The Hill Country Blues Began With Mississippi Fred McDowell
The North Mississippi Hill Country is only a couple dozen miles from the part of the state known as the Mississippi Delta. Each has given birth to its own distinctive style of the Blues.
If Robert Johnson personifies the Delta, then his Hill Country counterpart must be Mississippi Fred McDowell.
McDowell played with a slide, at first a pocket knife, then a steak bone and finally a glass slide that gave a clearer sound. McDowell used his slide on his ring finger, unlike me and many others who prefer the pinky. The style he developed was in many ways closer to its African roots than Delta was.
Many of his pieces eschewed chord changes for a hypnotic droning single chord effect.
Among the players who followed in McDowell’s footsteps were Junior Kimbrough and R. L. Burnside. A record label called Fat Possum sprang up in Oxford, Mississippi, to specialize in the new style.
Like many of the early to mid-20th Century Blues artists, Fred McDowell was first recorded and brought to a wider audience by folklorist and ethnomusicologist Alan Lomax. Those recordings, which began in 1959, led Fred to a wider world of clubs and festivals, ultimately touring Europe with many of his peers in 1865 as The American Folk Blues Festival.
As his popularity grew he started to use an electric guitar more and more and my personal opinion is that it detracted from his sound. The electric gave a thin reedy sound with his single note slide style. Never the less he had great influence on a large number of younger musicians including Rock musicians like The Rolling Stones, who recorded McDowell’s “You Gotta Move” on their album Sticky Fingers.

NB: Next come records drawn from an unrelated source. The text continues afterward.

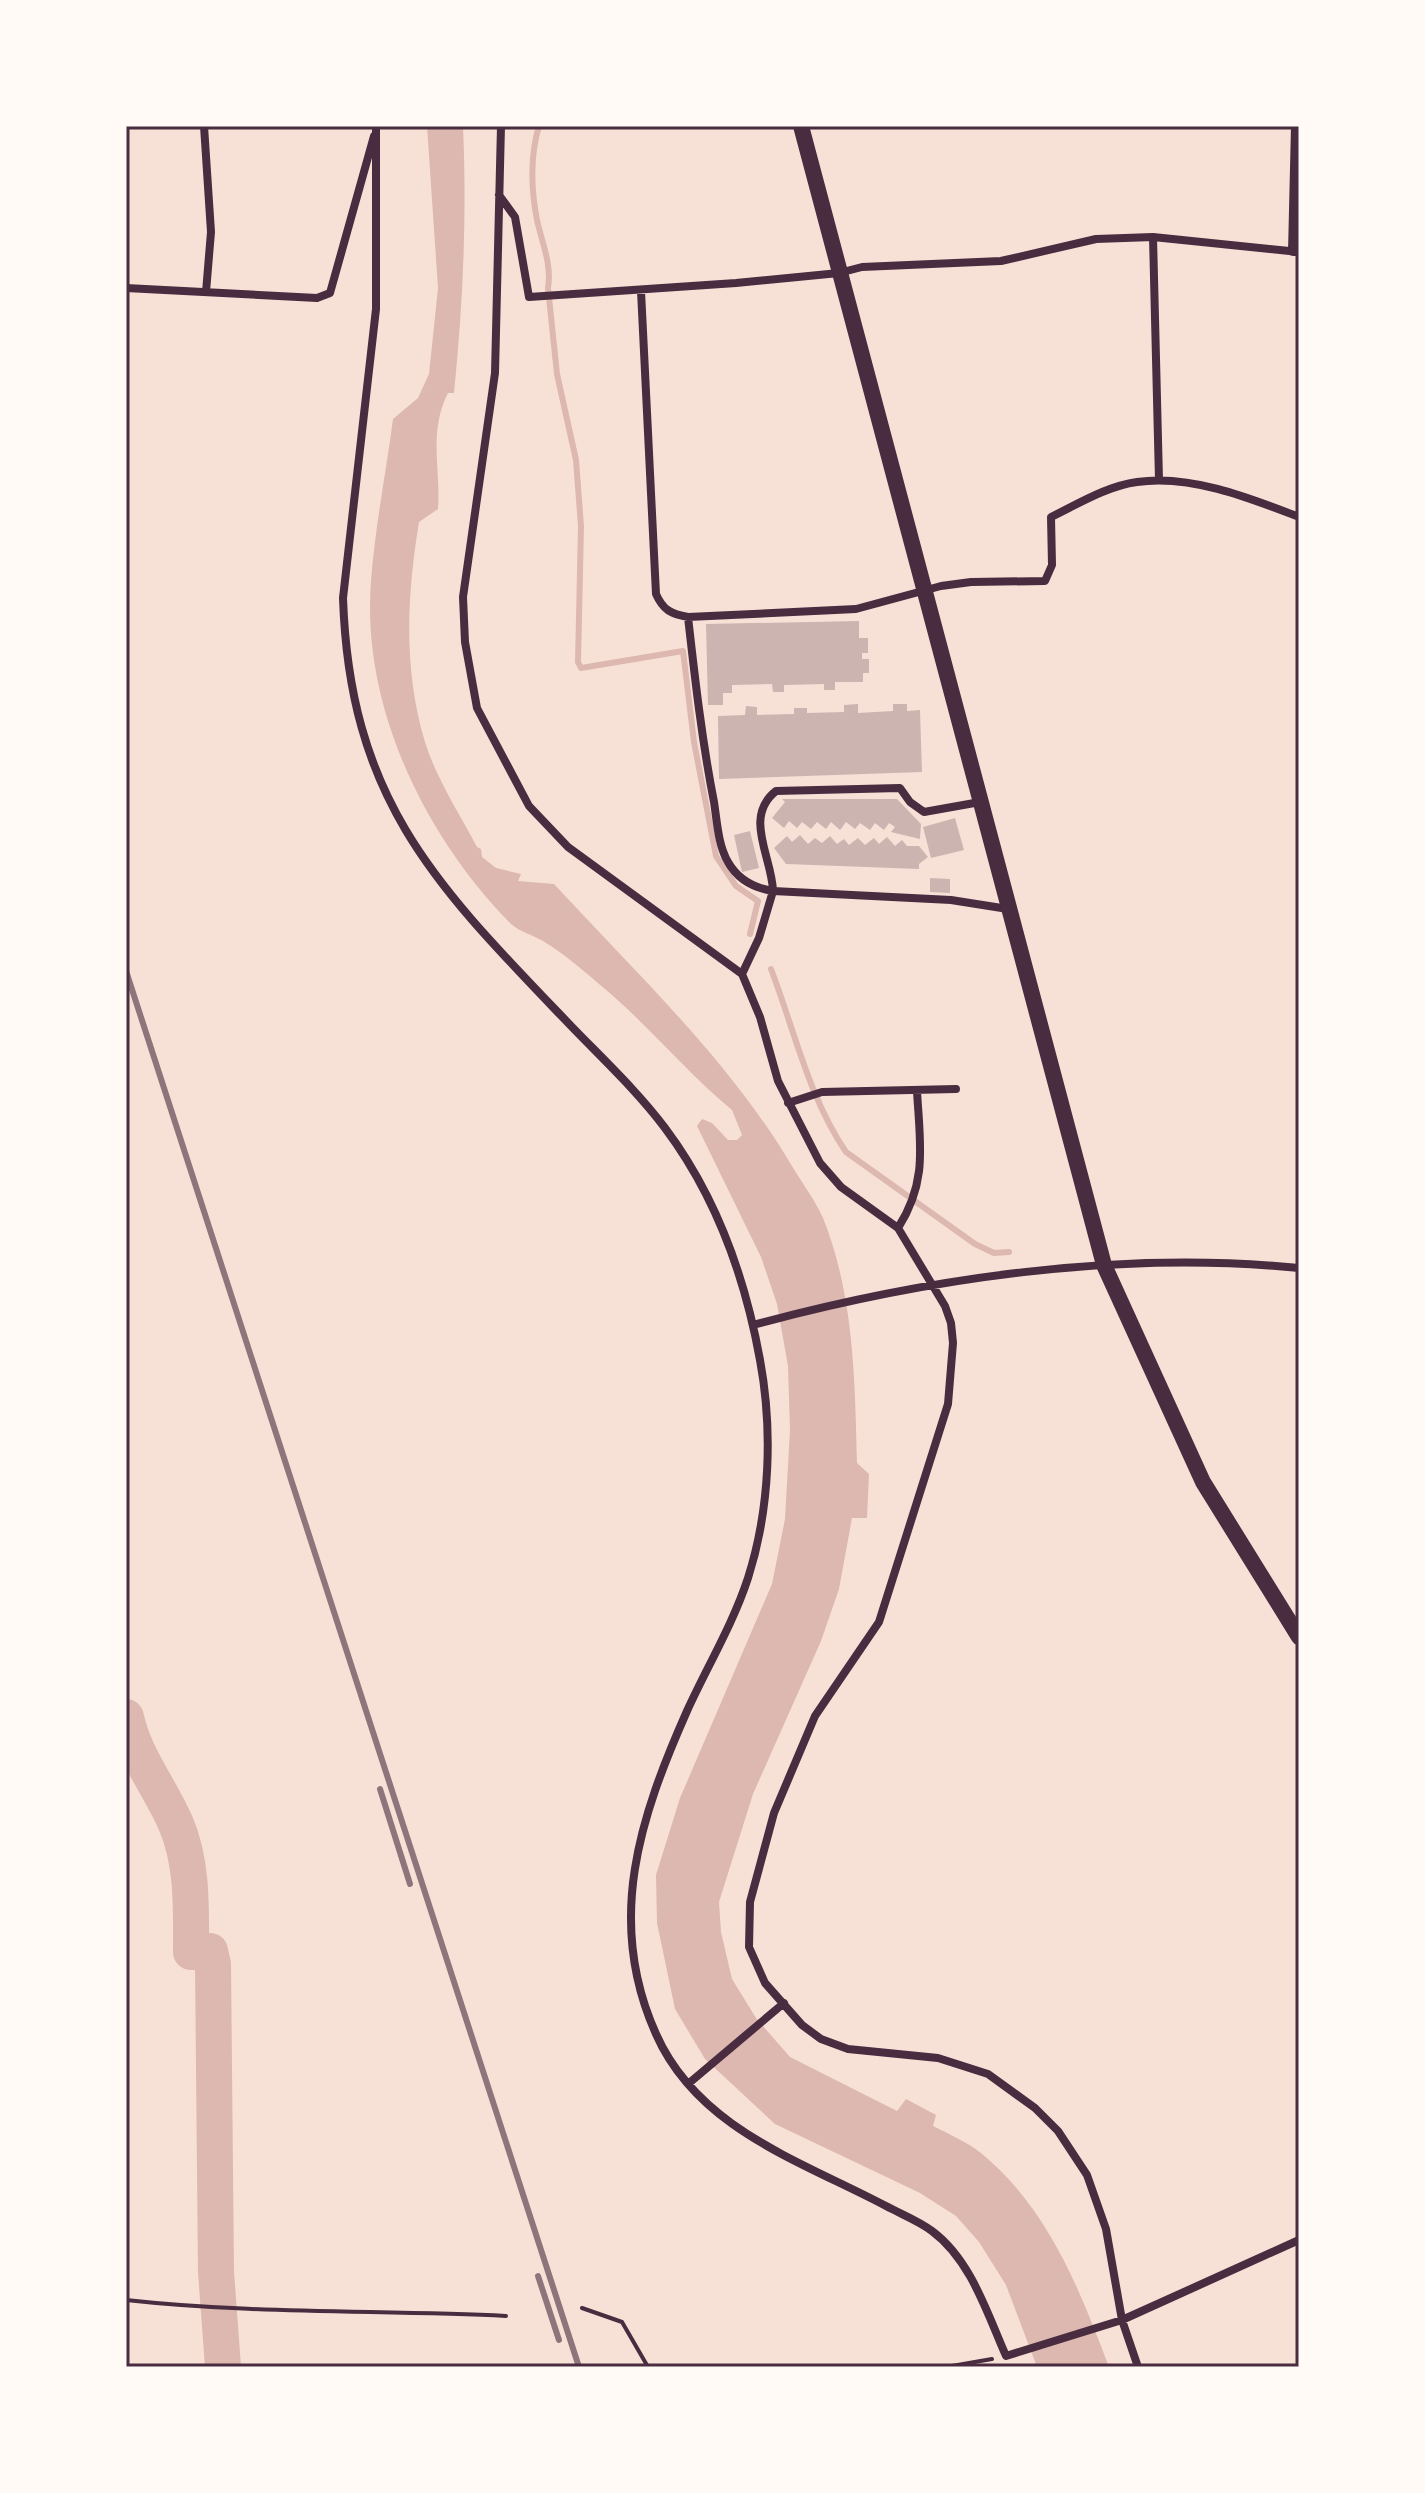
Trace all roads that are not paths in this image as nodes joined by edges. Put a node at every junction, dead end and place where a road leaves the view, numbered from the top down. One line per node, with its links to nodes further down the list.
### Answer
1 (204, 126): 12 (street)
2 (501, 126): 6 (street)
3 (801, 126): 9 (highway)
4 (1295, 126): 8 (street)
5 (376, 127): 12 (street); 28 (street)
6 (498, 195): 11 (street); 20 (street)
7 (1153, 237): 8 (street); 9 (street); 13 (street)
8 (1296, 252)
9 (839, 273): 11 (street); 15 (highway)
10 (126, 288): 12 (street)
11 (641, 291): 16 (street)
12 (206, 292)
13 (1159, 480): 14 (street); 15 (street)
14 (1299, 517)
15 (923, 589): 16 (street); 17 (highway)
16 (688, 617): 18 (street)
17 (980, 802): 18 (street); 19 (highway)
18 (773, 891): 19 (street); 20 (street)
19 (1009, 909): 25 (highway)
20 (742, 974): 23 (street)
21 (956, 1089): 22 (street)
22 (917, 1091): 23 (street); 24 (street)
23 (788, 1103): 24 (street)
24 (898, 1228): 27 (street)
25 (1104, 1265): 26 (street); 27 (street); 29 (highway)
26 (1299, 1268)
27 (930, 1284): 28 (street); 30 (street)
28 (756, 1324): 31 (street)
29 (1299, 1637)
30 (784, 2003): 31 (street); 33 (street)
31 (692, 2082): 33 (street)
32 (1299, 2240): 33 (street)
33 (1122, 2320): 34 (street)
34 (1138, 2367)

It amuses me that rockers liked him since he famously once said "I do not play no rock and roll." McDowell disdained the modifications of style many Blues artists adopted in the 1960s to capitalize on the popularity of Rock music.
What he did play appealed certainly to Bonnie Raitt, whom he coached on slide guitar technique. Years after McDowell’s death from cancer in 1972, Raitt was among those who eulogized Mississippi Fred McDowell at the 1993 memorial presided over by Dick Waterman. At that ceremony a new gravestone was laid at his burial site at the Hammond Hill Baptist Church, between Como and Senatobia, Mississippi.
In 2002, Telarc Blues released a tribute album called Preachin’ the Blues: The Music of Mississippi Fred McDowell. It features artists like Charlie Musselwhite, Tab Benoit, Sue Foley and Kenny Neal. This week on The Nine O’clock Blues we’ll sample that album and hear from Fred himself doing his classic "Good Morning Little Schoolgirl."